Tatile girdiğimiz, futbolsuz geçen günlerde bile gene Fenerbahçe manşetlerden inmiyor. Tam Ali Turan olayı gündemi meşgul edecekken, bir Semih patlıyor, arkadan Önder ve Kazım geliyor, hooopp Fenerbahçe birinci sıraya oturuyor. (Bu işe Kayserili Ali Turan da bozulmuştur, Bursalı Sercan da.) Semih olayını fazla uzatmaya gerek yok. Spor programlarını izlersiniz, adama transferlerden, bonservis ücretlerinden ve futbolcuyla önceden anlaşan kulüplerden falan soru sorarlar. Arkadaş şöyle bir gerinir "Yahu hâlâ nelerle uğraşıyorsunuz" der ve "Profesyonel olmayı öğrenemediniz gitti. Aşalım bunları" diye de bu işleri aşmış futbol entelektüeli havasında devam eder.

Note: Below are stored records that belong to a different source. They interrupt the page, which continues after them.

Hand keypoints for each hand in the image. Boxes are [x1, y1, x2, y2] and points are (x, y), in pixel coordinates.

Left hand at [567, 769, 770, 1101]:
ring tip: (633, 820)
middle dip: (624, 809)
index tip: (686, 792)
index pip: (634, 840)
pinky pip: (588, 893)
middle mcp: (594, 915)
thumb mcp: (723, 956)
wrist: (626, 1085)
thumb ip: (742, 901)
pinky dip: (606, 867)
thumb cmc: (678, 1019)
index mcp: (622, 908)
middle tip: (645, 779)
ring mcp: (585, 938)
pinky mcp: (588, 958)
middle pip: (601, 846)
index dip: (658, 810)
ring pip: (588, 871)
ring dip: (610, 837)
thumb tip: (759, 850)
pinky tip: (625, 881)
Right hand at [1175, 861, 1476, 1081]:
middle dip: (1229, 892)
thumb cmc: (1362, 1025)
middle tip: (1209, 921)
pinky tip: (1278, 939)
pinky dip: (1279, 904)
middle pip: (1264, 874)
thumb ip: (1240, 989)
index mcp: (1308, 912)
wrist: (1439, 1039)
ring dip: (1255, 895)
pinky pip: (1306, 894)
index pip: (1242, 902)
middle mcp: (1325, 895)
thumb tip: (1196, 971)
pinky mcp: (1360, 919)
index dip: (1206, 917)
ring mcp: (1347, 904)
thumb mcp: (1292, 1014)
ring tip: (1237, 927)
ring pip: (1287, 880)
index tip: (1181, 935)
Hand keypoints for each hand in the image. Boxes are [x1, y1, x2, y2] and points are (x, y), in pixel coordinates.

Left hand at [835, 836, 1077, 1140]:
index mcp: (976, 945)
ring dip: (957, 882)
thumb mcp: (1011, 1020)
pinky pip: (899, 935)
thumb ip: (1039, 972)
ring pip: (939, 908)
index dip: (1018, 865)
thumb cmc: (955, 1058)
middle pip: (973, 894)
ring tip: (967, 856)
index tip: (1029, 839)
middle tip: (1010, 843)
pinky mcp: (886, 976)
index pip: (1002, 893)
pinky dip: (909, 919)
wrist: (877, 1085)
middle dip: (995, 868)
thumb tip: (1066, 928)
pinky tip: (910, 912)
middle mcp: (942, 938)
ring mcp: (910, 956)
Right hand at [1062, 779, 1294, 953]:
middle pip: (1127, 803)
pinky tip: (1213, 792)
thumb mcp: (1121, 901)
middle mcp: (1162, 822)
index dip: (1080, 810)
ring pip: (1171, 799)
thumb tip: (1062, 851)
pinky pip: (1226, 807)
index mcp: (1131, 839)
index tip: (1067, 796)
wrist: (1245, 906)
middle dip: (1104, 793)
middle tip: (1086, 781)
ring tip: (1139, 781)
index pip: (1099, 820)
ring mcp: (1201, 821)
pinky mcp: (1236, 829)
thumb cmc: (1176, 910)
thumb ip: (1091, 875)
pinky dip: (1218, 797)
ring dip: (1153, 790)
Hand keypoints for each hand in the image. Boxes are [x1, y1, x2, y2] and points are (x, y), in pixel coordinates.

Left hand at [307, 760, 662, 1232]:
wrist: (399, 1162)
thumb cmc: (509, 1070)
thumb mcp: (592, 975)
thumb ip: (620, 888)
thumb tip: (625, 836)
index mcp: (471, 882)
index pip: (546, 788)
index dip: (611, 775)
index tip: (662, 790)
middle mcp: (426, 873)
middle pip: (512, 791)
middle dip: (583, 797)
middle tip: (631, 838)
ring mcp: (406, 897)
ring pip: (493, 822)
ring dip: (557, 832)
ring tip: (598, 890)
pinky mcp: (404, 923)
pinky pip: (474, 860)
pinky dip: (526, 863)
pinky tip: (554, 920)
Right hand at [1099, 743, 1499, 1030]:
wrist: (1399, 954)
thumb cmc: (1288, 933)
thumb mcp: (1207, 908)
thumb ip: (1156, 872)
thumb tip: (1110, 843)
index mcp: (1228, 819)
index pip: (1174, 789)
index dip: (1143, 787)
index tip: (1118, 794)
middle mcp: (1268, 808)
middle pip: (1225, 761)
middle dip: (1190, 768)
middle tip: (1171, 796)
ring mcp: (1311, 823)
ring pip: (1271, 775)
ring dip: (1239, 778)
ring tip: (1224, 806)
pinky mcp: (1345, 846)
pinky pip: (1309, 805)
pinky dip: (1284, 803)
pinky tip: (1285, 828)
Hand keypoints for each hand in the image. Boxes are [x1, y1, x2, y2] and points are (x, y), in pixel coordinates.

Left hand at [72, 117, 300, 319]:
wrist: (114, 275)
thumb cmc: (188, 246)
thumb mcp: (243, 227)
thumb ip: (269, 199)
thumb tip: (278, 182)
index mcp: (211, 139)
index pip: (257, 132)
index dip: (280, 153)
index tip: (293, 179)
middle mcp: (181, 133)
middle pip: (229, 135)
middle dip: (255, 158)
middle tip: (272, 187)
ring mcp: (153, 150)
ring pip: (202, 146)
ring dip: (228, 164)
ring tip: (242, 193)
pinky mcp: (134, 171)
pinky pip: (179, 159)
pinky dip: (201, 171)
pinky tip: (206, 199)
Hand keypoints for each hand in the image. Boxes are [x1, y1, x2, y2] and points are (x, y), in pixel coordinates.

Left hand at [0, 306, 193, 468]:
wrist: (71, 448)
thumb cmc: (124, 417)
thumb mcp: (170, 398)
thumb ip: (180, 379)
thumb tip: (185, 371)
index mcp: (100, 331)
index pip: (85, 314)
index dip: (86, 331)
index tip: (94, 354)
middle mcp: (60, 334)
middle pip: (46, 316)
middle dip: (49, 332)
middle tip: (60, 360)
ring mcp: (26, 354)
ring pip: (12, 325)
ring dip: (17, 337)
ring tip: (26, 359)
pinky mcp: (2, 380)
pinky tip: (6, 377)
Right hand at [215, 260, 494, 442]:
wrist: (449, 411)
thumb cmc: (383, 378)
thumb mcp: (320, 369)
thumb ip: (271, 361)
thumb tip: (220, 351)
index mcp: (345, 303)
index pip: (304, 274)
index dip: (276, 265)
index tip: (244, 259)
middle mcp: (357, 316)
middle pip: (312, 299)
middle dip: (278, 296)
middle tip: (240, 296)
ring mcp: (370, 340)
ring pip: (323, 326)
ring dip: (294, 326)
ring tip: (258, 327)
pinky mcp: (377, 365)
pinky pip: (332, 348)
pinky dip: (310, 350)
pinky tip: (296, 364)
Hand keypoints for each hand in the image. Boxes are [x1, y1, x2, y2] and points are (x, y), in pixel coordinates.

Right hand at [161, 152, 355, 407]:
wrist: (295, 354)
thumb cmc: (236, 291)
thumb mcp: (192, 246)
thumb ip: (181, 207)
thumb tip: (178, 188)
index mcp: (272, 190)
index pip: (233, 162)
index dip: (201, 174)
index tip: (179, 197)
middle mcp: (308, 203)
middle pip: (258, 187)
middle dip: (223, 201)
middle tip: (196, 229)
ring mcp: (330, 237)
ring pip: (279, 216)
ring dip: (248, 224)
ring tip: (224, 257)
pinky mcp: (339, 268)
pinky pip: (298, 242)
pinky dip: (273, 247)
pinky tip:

Ama aynı adam Semih olayında birden bire gerçek kişiliğini bulur ve "Bu yapılır mı? Bu çocuk Fenerbahçeli. Boş kağıda da imzayı atar. Zaten nöbetçi golcü" falan diye bu sefer de arabesk kesimden alkış alabilmek için nabız yoklar. Bu devirde "Bedavaya oynarım" palavralarını bir kalemde geçelim. Kaldı ki Semih bana "Parayla bir sorunum yok abi. Zaten şu anda ülkemiz standartlarının çok üstünde para kazanıyorum" diyor. (Dün telefonda konuştuk) Semih'in derdi başka. Çocuk oynamak isterken, yeni forvet arayışları sürüyor. Tamamıyla olmasa da ona hak veriyorum ama bu ayrı bir yazı konusu. (Yazarız da) Biz amaçtan sapmayalım. Ülkemizde futbolun tam anlamıyla profesyonel hale gelmesini savunuyor muyuz? Sözde de olsa savunuyoruz! Peki Fenerbahçe ne yapmış? Aurelio ve Tuncay'daki hatasını tekrarlamamak için mukavelede yazılı olan hakkını kullanmış. Peki Semih ne yapmış? O da kendi hakkını kullanmış. Ortada kavga yok. İki taraf da olaya böyle bakarken, üçüncü şahıslara ne oluyor. Kimse kimseye kızmıyor, karşılıklı oturulup konuşulacak. Büyük ihtimalle de anlaşılacak. Yani tamamen profesyonelce işleyen bir süreç. Semih, mukavelesinde yazılanı bilmek zorunda. (Milyonlarca euro'ya imza atıyor) Kulübün itiraz hakkının son gününde Avrupa'da değil de Kadıköy'de olsaydı bu işi masada bitebilirdi. Olay aslında bu kadar basit. Kulüp ve futbolcunun karşılıklı olarak yasal haklarını kullanamasını bu kadar abartmaya gerek yok. Profesyonellik istiyorsak ilk önce bizlerin de böyle düşünmesi gerekmiyor mu?